(Raw data)

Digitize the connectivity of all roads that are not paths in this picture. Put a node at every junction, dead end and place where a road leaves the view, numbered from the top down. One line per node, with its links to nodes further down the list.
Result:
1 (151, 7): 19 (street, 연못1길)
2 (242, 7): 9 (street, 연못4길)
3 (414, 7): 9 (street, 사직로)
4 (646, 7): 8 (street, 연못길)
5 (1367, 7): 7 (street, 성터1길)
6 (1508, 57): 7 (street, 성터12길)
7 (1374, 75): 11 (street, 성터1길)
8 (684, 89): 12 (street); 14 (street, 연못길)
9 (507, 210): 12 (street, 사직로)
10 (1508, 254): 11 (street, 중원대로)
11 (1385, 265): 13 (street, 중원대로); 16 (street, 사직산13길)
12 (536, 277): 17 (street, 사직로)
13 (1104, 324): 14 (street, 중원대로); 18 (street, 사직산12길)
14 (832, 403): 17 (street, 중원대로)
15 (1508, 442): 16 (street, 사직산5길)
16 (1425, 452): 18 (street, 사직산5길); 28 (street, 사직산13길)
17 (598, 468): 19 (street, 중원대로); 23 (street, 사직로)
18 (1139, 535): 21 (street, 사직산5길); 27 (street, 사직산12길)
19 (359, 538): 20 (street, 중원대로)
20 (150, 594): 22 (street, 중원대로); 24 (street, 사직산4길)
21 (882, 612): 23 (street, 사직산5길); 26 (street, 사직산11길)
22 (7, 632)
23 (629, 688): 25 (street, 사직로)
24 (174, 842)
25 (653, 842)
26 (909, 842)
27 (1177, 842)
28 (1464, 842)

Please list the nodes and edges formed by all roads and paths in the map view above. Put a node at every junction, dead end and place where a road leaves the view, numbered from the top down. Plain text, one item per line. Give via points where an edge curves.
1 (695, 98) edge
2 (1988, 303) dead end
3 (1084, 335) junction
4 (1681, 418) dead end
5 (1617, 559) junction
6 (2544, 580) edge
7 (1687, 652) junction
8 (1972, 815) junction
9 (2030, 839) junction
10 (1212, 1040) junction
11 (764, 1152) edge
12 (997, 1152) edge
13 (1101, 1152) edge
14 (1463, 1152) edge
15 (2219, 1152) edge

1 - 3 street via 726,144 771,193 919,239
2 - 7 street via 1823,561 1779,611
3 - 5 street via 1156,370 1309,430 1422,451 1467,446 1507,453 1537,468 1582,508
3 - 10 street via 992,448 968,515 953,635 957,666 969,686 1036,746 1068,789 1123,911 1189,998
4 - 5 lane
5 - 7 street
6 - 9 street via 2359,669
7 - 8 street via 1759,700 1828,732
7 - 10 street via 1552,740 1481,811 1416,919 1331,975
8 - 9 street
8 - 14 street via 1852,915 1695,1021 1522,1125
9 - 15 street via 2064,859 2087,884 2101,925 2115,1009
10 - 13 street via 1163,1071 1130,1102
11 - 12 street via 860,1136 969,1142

(End Raw data)

*Try it:* The data above should be output exactly, with each line intact.

*Response box:*
Digitize the connectivity of all roads that are not paths in this picture. Put a node at every junction, dead end and place where a road leaves the view, numbered from the top down. One line per node, with its links to nodes further down the list.
Result:
1 (151, 7): 19 (street, 연못1길)
2 (242, 7): 9 (street, 연못4길)
3 (414, 7): 9 (street, 사직로)
4 (646, 7): 8 (street, 연못길)
5 (1367, 7): 7 (street, 성터1길)
6 (1508, 57): 7 (street, 성터12길)
7 (1374, 75): 11 (street, 성터1길)
8 (684, 89): 12 (street); 14 (street, 연못길)
9 (507, 210): 12 (street, 사직로)
10 (1508, 254): 11 (street, 중원대로)
11 (1385, 265): 13 (street, 중원대로); 16 (street, 사직산13길)
12 (536, 277): 17 (street, 사직로)
13 (1104, 324): 14 (street, 중원대로); 18 (street, 사직산12길)
14 (832, 403): 17 (street, 중원대로)
15 (1508, 442): 16 (street, 사직산5길)
16 (1425, 452): 18 (street, 사직산5길); 28 (street, 사직산13길)
17 (598, 468): 19 (street, 중원대로); 23 (street, 사직로)
18 (1139, 535): 21 (street, 사직산5길); 27 (street, 사직산12길)
19 (359, 538): 20 (street, 중원대로)
20 (150, 594): 22 (street, 중원대로); 24 (street, 사직산4길)
21 (882, 612): 23 (street, 사직산5길); 26 (street, 사직산11길)
22 (7, 632)
23 (629, 688): 25 (street, 사직로)
24 (174, 842)
25 (653, 842)
26 (909, 842)
27 (1177, 842)
28 (1464, 842)

Please list the nodes and edges formed by all roads and paths in the map view above. Put a node at every junction, dead end and place where a road leaves the view, numbered from the top down. Plain text, one item per line. Give via points where an edge curves.
1 (695, 98) edge
2 (1988, 303) dead end
3 (1084, 335) junction
4 (1681, 418) dead end
5 (1617, 559) junction
6 (2544, 580) edge
7 (1687, 652) junction
8 (1972, 815) junction
9 (2030, 839) junction
10 (1212, 1040) junction
11 (764, 1152) edge
12 (997, 1152) edge
13 (1101, 1152) edge
14 (1463, 1152) edge
15 (2219, 1152) edge

1 - 3 street via 726,144 771,193 919,239
2 - 7 street via 1823,561 1779,611
3 - 5 street via 1156,370 1309,430 1422,451 1467,446 1507,453 1537,468 1582,508
3 - 10 street via 992,448 968,515 953,635 957,666 969,686 1036,746 1068,789 1123,911 1189,998
4 - 5 lane
5 - 7 street
6 - 9 street via 2359,669
7 - 8 street via 1759,700 1828,732
7 - 10 street via 1552,740 1481,811 1416,919 1331,975
8 - 9 street
8 - 14 street via 1852,915 1695,1021 1522,1125
9 - 15 street via 2064,859 2087,884 2101,925 2115,1009
10 - 13 street via 1163,1071 1130,1102
11 - 12 street via 860,1136 969,1142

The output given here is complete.